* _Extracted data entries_
.....
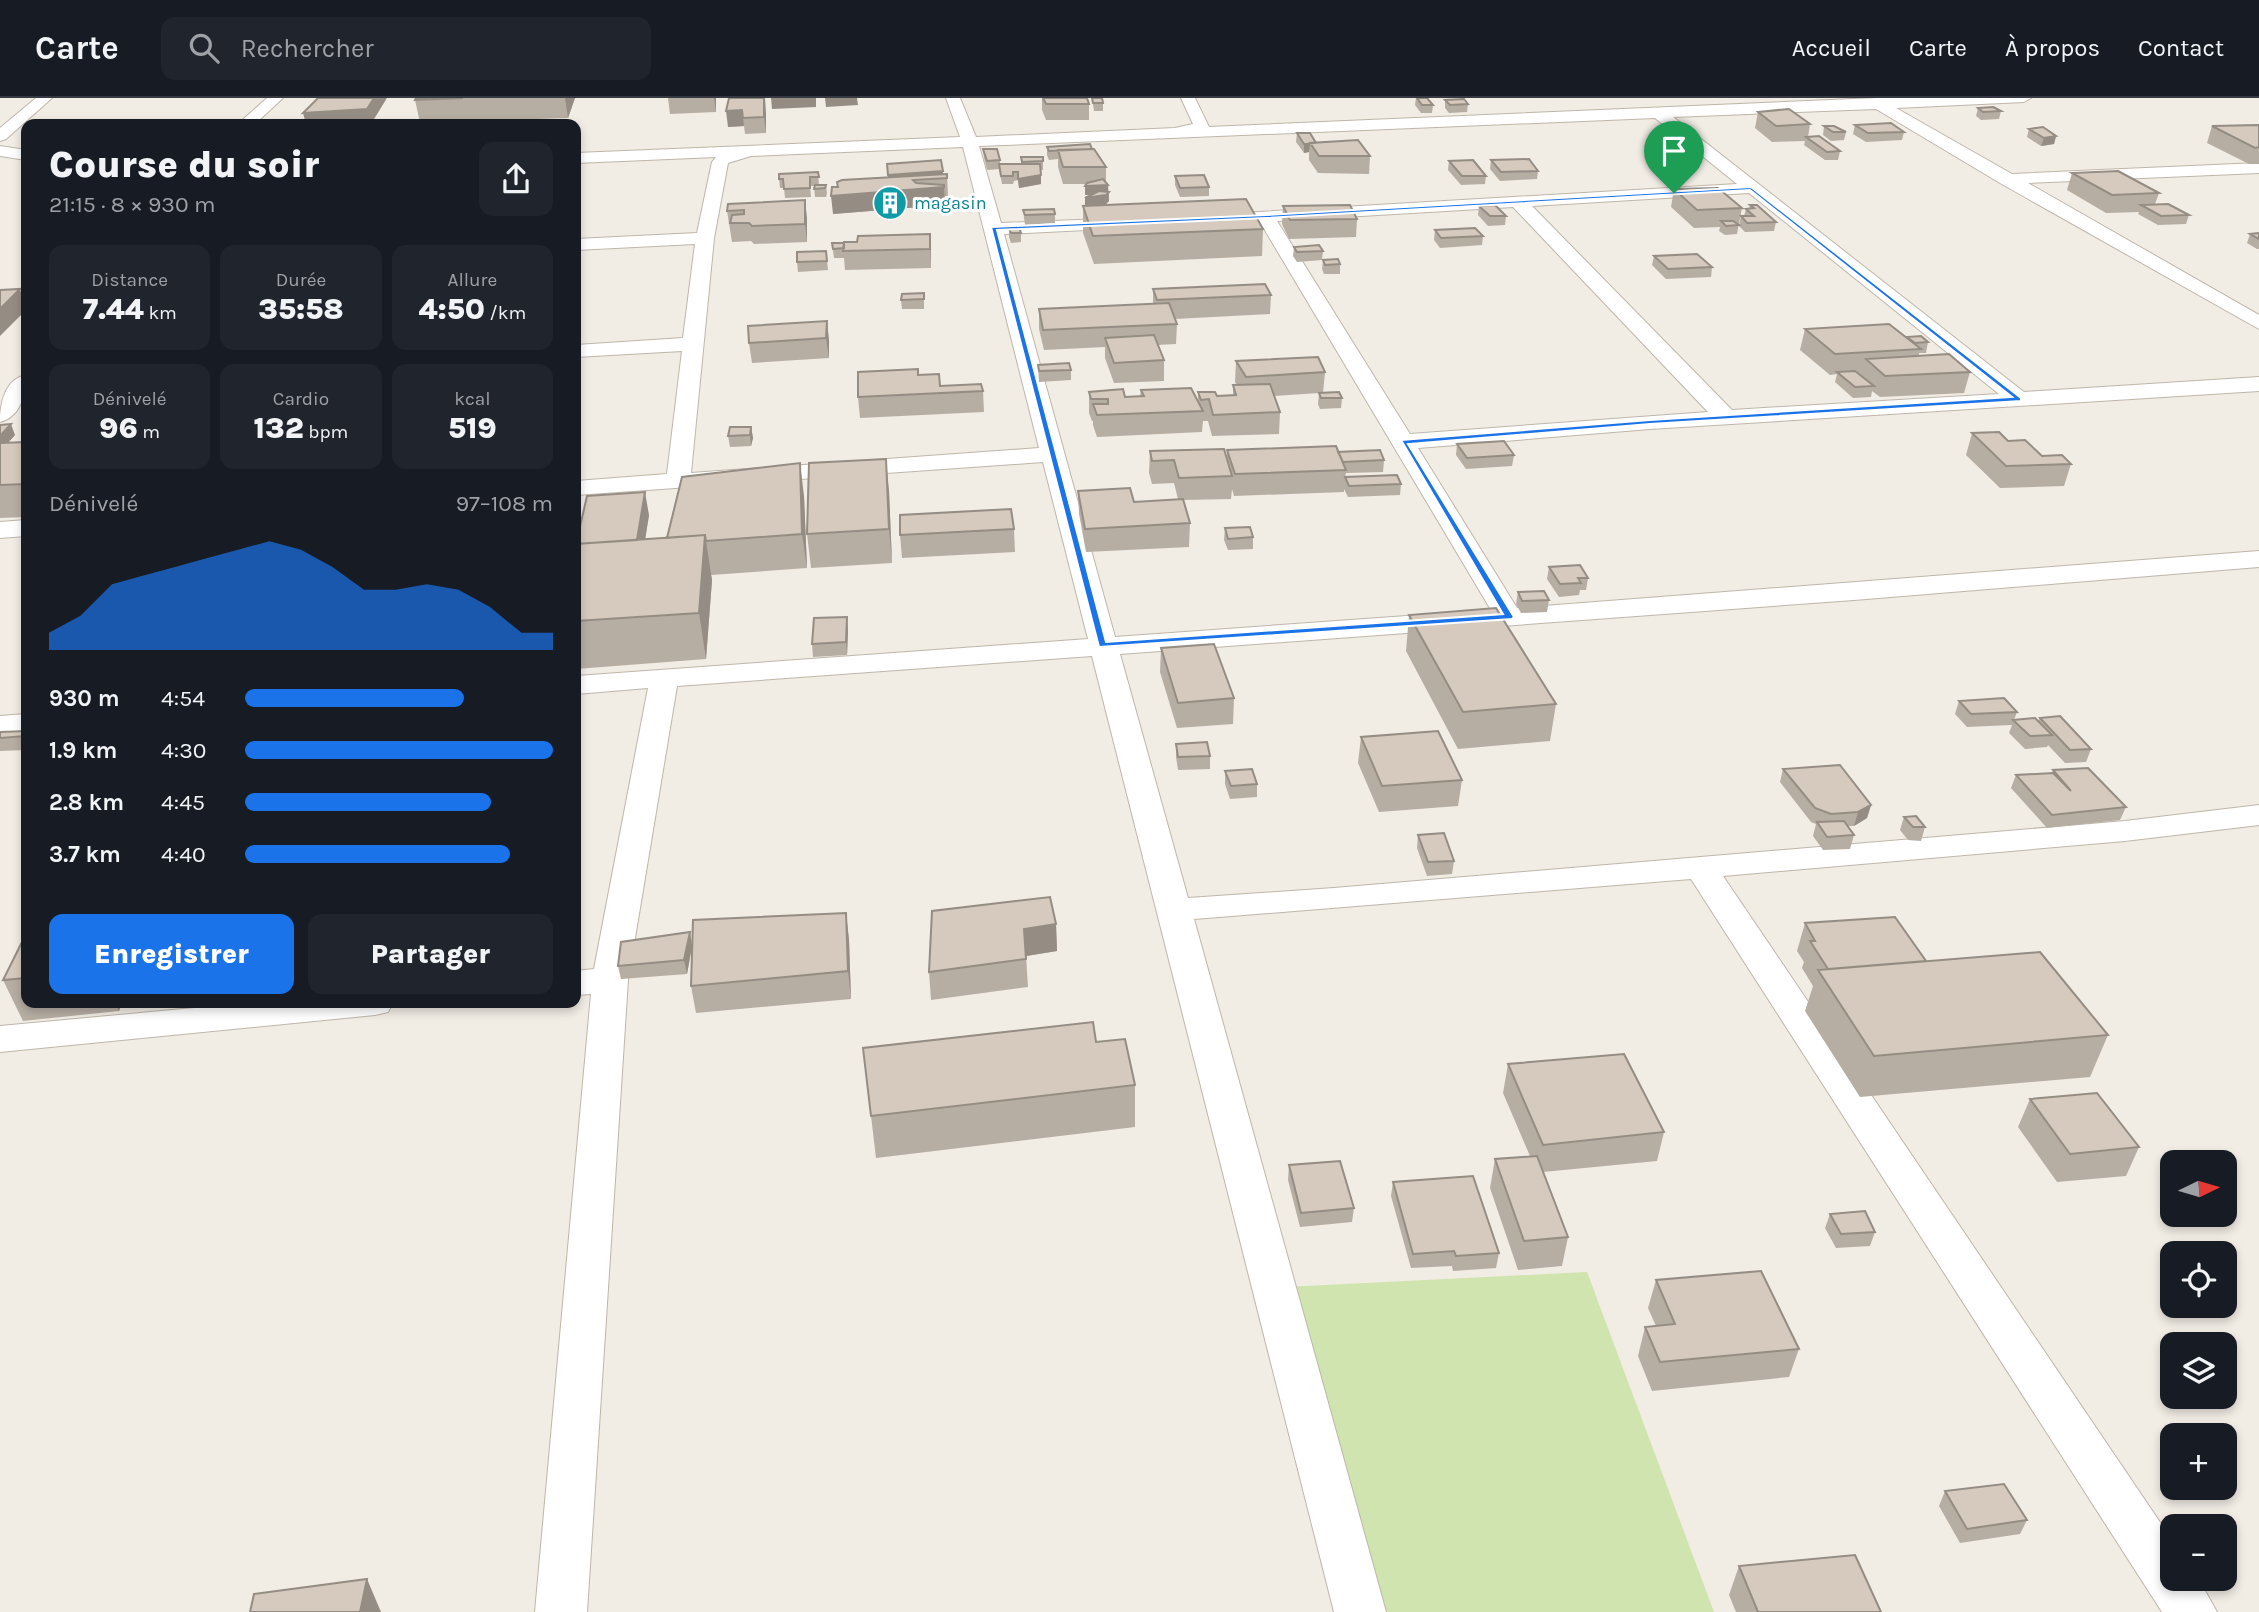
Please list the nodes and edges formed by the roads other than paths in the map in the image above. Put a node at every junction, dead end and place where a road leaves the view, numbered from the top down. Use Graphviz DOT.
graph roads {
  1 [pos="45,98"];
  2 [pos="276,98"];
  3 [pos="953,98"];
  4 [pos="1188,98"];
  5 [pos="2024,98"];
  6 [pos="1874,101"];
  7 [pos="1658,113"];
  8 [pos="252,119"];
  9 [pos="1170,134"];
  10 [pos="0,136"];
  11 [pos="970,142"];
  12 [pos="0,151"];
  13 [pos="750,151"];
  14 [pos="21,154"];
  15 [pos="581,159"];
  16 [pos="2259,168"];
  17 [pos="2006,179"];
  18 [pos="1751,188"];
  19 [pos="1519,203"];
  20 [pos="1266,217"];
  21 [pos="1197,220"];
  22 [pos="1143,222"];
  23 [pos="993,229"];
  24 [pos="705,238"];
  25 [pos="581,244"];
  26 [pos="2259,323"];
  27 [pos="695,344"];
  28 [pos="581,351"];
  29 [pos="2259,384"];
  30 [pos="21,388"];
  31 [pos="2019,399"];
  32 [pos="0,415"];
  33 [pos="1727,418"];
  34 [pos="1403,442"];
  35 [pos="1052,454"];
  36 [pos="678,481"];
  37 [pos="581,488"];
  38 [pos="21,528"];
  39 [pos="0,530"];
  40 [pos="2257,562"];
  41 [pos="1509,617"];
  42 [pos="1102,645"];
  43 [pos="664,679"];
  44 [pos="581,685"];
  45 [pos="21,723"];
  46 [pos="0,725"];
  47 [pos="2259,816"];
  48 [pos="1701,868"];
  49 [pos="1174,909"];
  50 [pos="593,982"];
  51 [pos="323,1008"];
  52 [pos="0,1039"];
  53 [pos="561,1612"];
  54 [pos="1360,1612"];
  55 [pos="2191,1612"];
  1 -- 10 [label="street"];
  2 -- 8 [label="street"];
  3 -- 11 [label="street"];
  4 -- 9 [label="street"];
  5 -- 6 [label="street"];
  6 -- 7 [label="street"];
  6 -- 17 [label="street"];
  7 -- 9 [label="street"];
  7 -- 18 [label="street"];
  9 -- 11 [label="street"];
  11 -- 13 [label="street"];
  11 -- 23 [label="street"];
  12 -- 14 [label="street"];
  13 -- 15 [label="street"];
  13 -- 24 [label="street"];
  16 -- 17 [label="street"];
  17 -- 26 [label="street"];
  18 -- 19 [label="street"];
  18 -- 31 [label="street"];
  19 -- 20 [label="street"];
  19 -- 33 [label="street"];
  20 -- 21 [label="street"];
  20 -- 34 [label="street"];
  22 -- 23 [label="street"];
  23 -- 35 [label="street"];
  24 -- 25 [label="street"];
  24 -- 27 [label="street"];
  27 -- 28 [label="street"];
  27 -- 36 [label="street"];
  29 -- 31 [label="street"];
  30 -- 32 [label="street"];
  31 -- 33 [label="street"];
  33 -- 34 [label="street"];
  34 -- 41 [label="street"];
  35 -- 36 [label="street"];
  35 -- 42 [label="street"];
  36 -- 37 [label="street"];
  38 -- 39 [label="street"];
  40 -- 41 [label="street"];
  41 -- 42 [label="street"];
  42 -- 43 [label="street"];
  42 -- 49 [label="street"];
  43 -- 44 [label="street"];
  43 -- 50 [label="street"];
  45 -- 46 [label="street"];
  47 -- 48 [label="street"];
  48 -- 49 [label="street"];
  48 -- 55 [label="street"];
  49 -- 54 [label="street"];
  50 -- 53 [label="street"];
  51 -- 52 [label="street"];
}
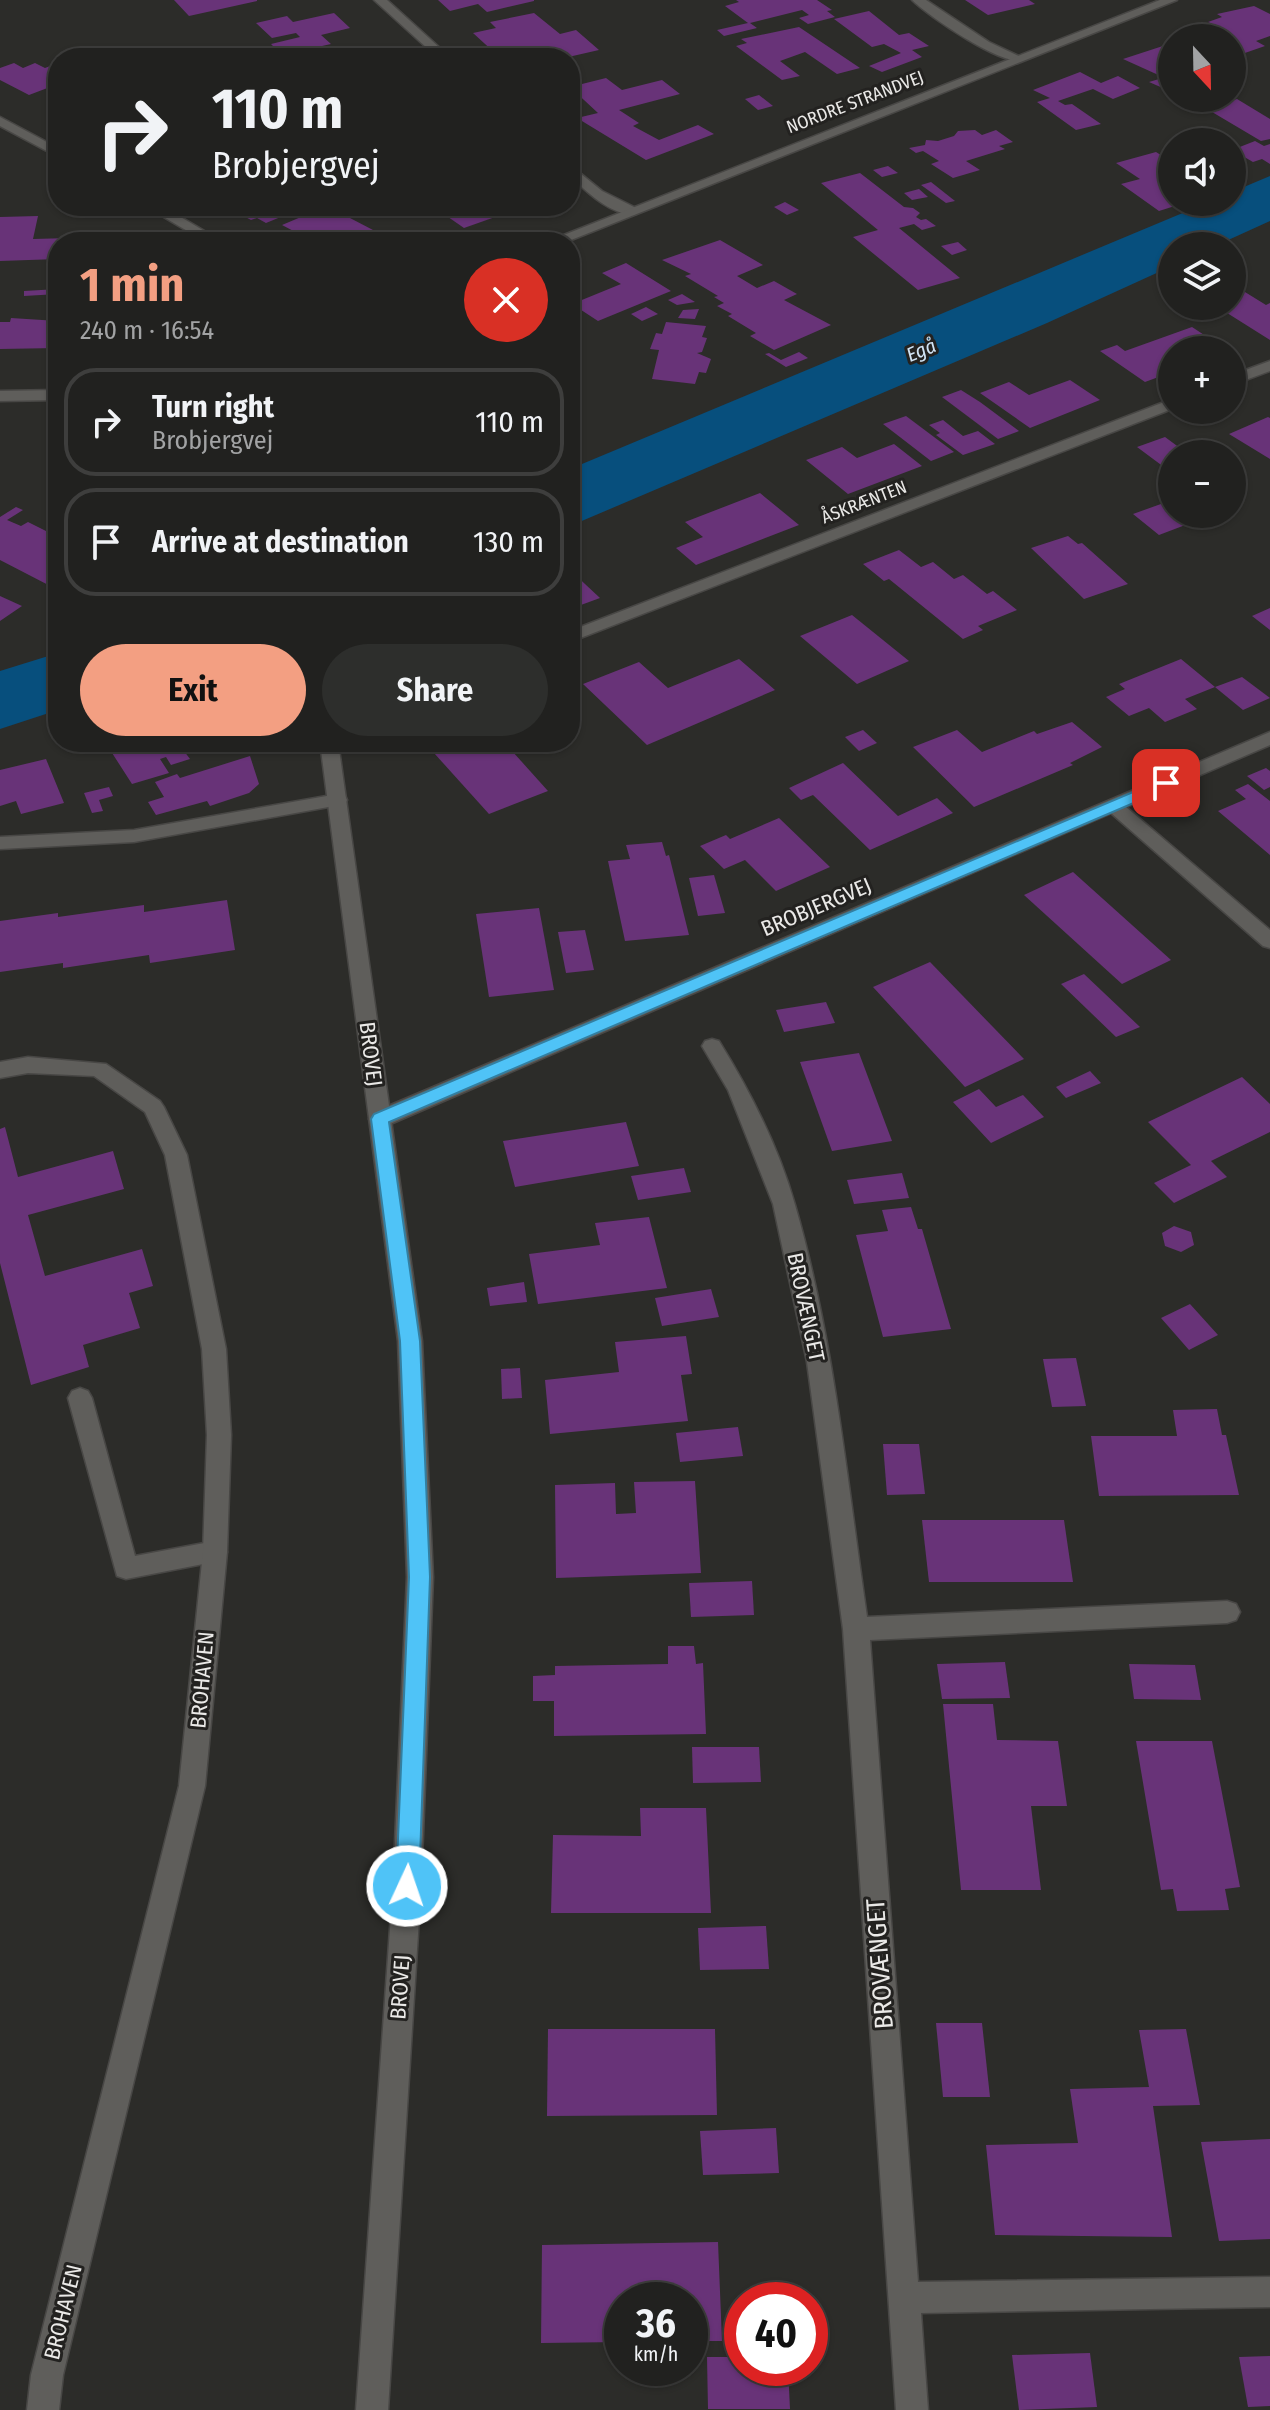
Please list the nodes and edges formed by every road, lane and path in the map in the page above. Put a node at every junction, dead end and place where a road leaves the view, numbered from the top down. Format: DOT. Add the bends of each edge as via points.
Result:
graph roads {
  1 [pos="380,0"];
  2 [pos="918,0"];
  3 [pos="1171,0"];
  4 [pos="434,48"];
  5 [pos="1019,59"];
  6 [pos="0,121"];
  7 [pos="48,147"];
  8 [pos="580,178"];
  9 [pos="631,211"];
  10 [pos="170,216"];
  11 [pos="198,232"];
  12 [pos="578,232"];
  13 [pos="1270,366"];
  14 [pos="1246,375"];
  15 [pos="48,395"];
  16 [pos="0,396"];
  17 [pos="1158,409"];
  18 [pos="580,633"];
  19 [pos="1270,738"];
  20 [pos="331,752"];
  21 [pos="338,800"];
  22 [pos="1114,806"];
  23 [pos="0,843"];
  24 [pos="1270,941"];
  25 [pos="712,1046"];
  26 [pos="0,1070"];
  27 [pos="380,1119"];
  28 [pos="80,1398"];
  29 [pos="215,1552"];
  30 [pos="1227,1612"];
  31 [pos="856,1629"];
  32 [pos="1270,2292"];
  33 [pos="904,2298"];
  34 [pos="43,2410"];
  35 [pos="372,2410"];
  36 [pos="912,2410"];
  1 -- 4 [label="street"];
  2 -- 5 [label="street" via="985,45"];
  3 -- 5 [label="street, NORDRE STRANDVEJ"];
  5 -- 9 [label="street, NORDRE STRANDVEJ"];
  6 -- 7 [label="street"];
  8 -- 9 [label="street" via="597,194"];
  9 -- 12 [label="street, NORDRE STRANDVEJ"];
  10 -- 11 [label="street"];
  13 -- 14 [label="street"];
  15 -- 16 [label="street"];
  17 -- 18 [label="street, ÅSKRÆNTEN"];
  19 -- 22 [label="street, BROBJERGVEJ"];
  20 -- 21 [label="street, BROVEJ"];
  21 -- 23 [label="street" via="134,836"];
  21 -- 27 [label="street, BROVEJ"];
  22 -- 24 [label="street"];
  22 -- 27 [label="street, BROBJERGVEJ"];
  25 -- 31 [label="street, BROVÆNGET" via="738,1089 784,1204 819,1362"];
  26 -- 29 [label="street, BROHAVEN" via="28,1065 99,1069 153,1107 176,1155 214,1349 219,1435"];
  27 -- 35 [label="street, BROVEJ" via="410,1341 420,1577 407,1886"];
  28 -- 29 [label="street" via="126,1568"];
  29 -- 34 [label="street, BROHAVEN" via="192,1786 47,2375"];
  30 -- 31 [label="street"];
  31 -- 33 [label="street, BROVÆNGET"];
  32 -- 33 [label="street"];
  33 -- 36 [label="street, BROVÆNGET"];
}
.....
* _What to produce_
Copy, from the data above, every line where the word "node" appears.

* _Answer below_
Please list the nodes and edges formed by the roads other than paths in the map in the image above. Put a node at every junction, dead end and place where a road leaves the view, numbered from the top down. Use Graphviz DOT.
Please list the nodes and edges formed by every road, lane and path in the map in the page above. Put a node at every junction, dead end and place where a road leaves the view, numbered from the top down. Format: DOT. Add the bends of each edge as via points.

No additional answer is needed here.